Deep Residual Learning for Image Recognition
He, Kaiming and Zhang, Xiangyu and Ren, Shaoqing and Sun, Jian
arXiv e-Print archive - 2015 via Local Bibsonomy
Keywords: dblp

Summaries/Notes 8

[link] Summary by Martin Thoma 8 years ago

Deeper networks should never have a higher **training** error than smaller ones. In the worst case, the layers should "simply" learn identities. It seems as this is not so easy with conventional networks, as they get much worse with more layers. So the idea is to add identity functions which skip some layers. The network only has to learn the **residuals**. 

Advantages:

* Learning the identity becomes learning 0 which is simpler
* Loss in information flow in the forward pass is not a problem anymore
    * No vanishing / exploding gradient
* Identities don't have parameters to be learned

## Evaluation

The learning rate starts at 0.1 and is divided by 10 when the error plateaus. Weight decay of 0.0001 ($10^{-4}$), momentum of 0.9. They use mini-batches of size 128.

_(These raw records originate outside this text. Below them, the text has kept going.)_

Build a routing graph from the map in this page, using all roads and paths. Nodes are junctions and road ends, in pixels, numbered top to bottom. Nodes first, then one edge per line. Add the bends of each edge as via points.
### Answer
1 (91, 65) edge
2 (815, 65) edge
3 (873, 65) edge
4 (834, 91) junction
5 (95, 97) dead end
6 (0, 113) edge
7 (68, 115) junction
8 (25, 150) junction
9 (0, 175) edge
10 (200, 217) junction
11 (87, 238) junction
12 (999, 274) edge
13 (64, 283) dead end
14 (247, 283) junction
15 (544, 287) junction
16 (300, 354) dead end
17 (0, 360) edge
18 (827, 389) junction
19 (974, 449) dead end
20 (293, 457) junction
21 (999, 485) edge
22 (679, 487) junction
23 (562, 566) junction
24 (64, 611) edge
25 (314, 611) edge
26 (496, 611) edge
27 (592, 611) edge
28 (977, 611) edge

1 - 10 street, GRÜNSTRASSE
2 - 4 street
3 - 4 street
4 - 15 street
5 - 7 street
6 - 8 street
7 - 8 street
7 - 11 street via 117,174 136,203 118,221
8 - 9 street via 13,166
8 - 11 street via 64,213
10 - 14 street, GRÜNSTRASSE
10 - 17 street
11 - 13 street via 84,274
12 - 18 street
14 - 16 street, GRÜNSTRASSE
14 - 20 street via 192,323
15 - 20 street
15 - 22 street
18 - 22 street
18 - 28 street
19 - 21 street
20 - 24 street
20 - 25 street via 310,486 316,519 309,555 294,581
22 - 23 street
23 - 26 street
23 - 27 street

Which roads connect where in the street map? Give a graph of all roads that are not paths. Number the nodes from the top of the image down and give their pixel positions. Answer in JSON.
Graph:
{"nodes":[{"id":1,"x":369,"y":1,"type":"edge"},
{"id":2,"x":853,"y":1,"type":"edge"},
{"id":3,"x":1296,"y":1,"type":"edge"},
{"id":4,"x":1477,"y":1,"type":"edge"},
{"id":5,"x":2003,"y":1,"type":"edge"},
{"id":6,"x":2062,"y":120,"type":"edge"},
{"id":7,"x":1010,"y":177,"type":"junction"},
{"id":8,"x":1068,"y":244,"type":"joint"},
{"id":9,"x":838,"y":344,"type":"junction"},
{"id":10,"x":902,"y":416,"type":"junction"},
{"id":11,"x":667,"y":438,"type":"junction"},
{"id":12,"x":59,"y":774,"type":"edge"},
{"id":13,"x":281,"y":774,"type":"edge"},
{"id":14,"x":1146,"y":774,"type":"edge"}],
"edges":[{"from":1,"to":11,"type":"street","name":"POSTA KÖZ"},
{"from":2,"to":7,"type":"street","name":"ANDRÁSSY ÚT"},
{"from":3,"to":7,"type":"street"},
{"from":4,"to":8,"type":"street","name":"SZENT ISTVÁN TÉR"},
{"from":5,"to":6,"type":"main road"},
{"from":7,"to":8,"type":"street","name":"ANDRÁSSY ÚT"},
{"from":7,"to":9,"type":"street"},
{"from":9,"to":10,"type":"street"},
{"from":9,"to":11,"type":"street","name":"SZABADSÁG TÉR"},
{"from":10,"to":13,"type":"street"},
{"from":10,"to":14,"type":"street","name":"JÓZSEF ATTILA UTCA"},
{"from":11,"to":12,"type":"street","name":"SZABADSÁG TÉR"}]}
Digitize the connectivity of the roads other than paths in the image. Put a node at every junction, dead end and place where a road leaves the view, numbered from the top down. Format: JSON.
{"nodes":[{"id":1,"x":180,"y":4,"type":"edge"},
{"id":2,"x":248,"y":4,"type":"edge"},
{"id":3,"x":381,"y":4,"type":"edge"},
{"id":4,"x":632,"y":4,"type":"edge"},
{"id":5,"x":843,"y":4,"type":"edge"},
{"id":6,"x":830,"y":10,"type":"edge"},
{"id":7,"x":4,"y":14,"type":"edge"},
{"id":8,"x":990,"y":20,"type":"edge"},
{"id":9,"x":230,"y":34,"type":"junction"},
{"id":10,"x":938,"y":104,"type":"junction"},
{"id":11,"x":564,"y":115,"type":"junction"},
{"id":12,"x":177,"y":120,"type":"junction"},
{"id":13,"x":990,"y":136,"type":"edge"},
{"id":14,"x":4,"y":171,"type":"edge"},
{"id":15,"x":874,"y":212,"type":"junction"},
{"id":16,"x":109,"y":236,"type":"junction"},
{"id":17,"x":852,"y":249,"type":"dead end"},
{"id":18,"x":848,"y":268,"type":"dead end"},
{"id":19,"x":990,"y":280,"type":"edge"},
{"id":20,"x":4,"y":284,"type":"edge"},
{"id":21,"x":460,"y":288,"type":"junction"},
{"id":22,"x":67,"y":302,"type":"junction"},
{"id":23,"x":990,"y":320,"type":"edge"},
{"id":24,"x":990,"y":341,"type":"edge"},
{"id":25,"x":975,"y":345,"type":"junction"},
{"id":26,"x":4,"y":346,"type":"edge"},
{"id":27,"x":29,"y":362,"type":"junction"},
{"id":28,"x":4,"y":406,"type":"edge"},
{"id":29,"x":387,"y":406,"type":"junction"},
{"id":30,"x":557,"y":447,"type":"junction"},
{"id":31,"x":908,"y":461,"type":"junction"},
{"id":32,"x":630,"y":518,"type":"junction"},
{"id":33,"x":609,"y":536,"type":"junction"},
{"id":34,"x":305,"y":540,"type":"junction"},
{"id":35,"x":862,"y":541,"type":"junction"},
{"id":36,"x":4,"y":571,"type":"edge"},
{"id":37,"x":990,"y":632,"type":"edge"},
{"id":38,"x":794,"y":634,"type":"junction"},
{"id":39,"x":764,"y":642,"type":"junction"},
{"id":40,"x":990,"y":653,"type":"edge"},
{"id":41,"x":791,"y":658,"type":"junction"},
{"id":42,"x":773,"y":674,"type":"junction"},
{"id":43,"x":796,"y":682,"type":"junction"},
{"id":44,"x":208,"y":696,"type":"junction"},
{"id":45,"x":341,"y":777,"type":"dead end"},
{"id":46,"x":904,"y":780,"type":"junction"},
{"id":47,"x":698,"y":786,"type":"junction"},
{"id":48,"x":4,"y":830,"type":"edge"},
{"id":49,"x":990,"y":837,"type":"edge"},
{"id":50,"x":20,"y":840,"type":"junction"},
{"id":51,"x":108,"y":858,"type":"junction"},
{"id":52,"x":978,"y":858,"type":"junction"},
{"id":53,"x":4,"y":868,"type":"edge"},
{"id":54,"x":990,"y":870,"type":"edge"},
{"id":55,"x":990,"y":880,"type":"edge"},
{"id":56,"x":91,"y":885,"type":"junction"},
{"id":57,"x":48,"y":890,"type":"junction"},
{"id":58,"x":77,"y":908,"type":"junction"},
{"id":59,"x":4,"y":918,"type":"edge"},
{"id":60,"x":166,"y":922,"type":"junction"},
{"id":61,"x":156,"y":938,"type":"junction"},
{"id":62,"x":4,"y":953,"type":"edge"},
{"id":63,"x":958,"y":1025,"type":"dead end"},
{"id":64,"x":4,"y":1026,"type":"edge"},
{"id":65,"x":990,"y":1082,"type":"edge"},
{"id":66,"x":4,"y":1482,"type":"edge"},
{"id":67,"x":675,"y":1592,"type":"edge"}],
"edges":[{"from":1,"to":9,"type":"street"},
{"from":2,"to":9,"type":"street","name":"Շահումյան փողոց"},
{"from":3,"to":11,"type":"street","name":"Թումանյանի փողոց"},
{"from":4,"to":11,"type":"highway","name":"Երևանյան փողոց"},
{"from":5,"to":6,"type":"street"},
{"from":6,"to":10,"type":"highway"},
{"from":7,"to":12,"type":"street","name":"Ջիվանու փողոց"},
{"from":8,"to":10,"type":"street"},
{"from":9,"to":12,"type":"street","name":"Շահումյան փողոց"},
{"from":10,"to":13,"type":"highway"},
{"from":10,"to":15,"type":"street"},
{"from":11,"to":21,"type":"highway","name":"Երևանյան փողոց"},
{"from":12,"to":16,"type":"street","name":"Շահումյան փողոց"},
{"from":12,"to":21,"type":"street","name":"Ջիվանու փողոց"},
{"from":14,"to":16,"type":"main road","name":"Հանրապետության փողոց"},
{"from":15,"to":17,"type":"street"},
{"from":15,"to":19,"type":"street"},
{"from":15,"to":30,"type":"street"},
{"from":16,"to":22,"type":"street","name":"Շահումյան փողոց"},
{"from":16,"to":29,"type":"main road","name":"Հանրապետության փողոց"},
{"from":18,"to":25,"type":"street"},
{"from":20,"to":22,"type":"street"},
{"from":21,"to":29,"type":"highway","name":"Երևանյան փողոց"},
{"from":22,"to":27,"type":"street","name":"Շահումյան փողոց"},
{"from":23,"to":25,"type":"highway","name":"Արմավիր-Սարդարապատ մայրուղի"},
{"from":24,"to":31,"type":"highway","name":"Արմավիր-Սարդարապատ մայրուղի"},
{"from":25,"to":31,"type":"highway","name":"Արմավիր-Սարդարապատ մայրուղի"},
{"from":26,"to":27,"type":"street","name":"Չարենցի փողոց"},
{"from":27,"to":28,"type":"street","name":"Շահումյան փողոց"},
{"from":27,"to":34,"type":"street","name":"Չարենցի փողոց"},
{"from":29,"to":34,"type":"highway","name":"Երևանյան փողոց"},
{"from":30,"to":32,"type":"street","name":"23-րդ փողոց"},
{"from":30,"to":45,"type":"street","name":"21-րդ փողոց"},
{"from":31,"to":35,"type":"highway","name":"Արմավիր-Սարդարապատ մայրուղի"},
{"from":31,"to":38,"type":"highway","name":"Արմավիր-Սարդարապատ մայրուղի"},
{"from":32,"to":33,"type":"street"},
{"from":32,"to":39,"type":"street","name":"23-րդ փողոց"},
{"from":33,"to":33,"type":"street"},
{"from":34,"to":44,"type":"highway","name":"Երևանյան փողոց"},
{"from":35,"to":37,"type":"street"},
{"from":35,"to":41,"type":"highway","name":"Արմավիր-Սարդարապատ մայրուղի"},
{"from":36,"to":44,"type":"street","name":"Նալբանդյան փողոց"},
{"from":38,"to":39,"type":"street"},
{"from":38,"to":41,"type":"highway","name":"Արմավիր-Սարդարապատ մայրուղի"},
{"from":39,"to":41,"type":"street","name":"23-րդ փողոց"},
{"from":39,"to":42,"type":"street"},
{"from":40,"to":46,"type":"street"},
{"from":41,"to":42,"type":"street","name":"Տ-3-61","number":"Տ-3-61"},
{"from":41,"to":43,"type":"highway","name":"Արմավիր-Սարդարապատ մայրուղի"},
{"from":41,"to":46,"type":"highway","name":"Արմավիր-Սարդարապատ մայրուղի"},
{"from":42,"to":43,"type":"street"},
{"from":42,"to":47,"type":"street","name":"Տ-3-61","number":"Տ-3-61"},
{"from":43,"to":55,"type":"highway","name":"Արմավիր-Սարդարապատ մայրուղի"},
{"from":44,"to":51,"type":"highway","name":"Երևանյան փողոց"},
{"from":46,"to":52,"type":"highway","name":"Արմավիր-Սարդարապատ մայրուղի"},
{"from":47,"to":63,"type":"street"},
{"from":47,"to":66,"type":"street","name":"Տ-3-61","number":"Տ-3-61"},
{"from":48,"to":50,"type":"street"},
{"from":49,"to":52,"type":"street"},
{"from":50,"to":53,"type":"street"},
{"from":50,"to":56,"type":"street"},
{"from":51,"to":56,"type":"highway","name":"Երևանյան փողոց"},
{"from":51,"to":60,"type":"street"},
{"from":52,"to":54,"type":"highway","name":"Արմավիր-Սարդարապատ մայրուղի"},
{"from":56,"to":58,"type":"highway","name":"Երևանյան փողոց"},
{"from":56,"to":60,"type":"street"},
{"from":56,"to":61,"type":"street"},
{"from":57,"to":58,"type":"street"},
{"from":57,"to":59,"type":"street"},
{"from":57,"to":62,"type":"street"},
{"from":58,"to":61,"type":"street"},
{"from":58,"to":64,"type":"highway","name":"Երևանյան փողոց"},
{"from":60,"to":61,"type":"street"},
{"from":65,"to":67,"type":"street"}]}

* ImageNet ILSVRC 2015: 3.57% (ensemble)
* CIFAR-10: 6.43%
* MS COCO: 59.0% mAp@0.5 (ensemble)
* PASCAL VOC 2007: 85.6% mAp@0.5
* PASCAL VOC 2012: 83.8% mAp@0.5

## See also

* [DenseNets](http://www.shortscience.org/paper?bibtexKey=journals/corr/1608.06993)

Your comment:

[link] Summary by Denny Britz 7 years ago

TLDR; The authors present Residual Nets, which achieve 3.57% error on the ImageNet test set and won the 1st place on the ILSVRC 2015 challenge. ResNets work by introducing "shortcut" connections across stacks of layers, allowing the optimizer to learn an easier residual function instead of the original mapping. This allows for efficient training of very deep nets without the introduction of additional parameters or training complexity. The authors present results on ImageNet and CIFAR-100 with nets as deep as 152 layers (and one ~1000 layer deep net).

#### Key Points

- Problem: Deeper networks experience a *degradation* problem. They don't overfit but nonetheless perform worse than shallower networks on both training and test data due to being more difficult to optimize.
- Because Deep Nets can in theory learn an identity mapping for their additional layers they should strict outperform shallower nets. In practice however, optimizers have problems learning identity (or near-identity) mappings. Learning residual mappings is easier, mitigating this problem.
- Residual Mapping: If the desired mapping is H(x), let the layers learn F(x) = H(x) - x and add x back through a shortcut connection H(x) = F(x) + x. An identity mapping can then be learned easily by driving the learned mapping F(x) to 0.
- No additional parameters or computational complexity are introduced by residuals nets.
- Similar to Highway Networks, but gates are not data-dependent (no extra parameters) and are always open.
- Due the the nature of the residual formula, input and output must be of same size (just like Highway Networks). We can do size transformation by zero-padding or projections. Projections introduce additional parameters. Authors found that projections perform slightly better, but are "not worth" the large number of extra parameters.
- 18 and 34-layer VGG-like plain net gets 27.94 and 28.54 error respectively, not that higher error for deeper net. ResNet gets 27.88 and 25.03 respectively. Error greatly reduces for deeper net.
- Use Bottleneck architecture with 1x1 convolutions to change dimensions.
- Single ResNet outperforms previous start of the art ensembles. ResNet ensemble even better.

#### Notes/Questions

- Love the simplicity of this.
- I wonder how performance depends on the number of layers skipped by the shortcut connections. The authors only present results with 2 or 3 layers.
- "Stacked" or recursive residuals?
- In principle Highway Networks should be able to learn the same mappings quite easily. Is this an optimization problem? Do we just not have enough data. What if we made the gates less fine-grained and substituted sigmoid with something else?
- Can we apply this to RNNs, similar to LSTM/GRU? Seems good for learning long-range dependencies.

Your comment:

[link] Summary by Abhishek Das 6 years ago

This paper introduces Residual Nets (ResNets), which was the
winning submission (152-layer deep) at ILSVRC 2015 and MS-COCO 2015, and achieves
a top-5 error rate of 3.57% (ensemble of two nets). Main contributions:

- The key idea is that deeper networks face the degradation problem, i.e.
higher training and test error than shallower nets, because they're harder
to optimize for approximating identity mapping by multiple non-linear layers.
- They mitigate this problem by forcing solvers to learn residual functions
i.e. $f(x) = H(x) - x$, by adding shortcut connections. If identity mapping is
the optimal formulation, the learned weights should drive $f(x)$ to 0 (and they
observe that this is a suitable preconditioning as most residual function responses
are small).

- Shortcut connections (for identity mapping) don't require additional parameters.
- Size transformations are done by zero-padding (no parameters) or projections. Projections
introduce additional parameters and perform slightly better.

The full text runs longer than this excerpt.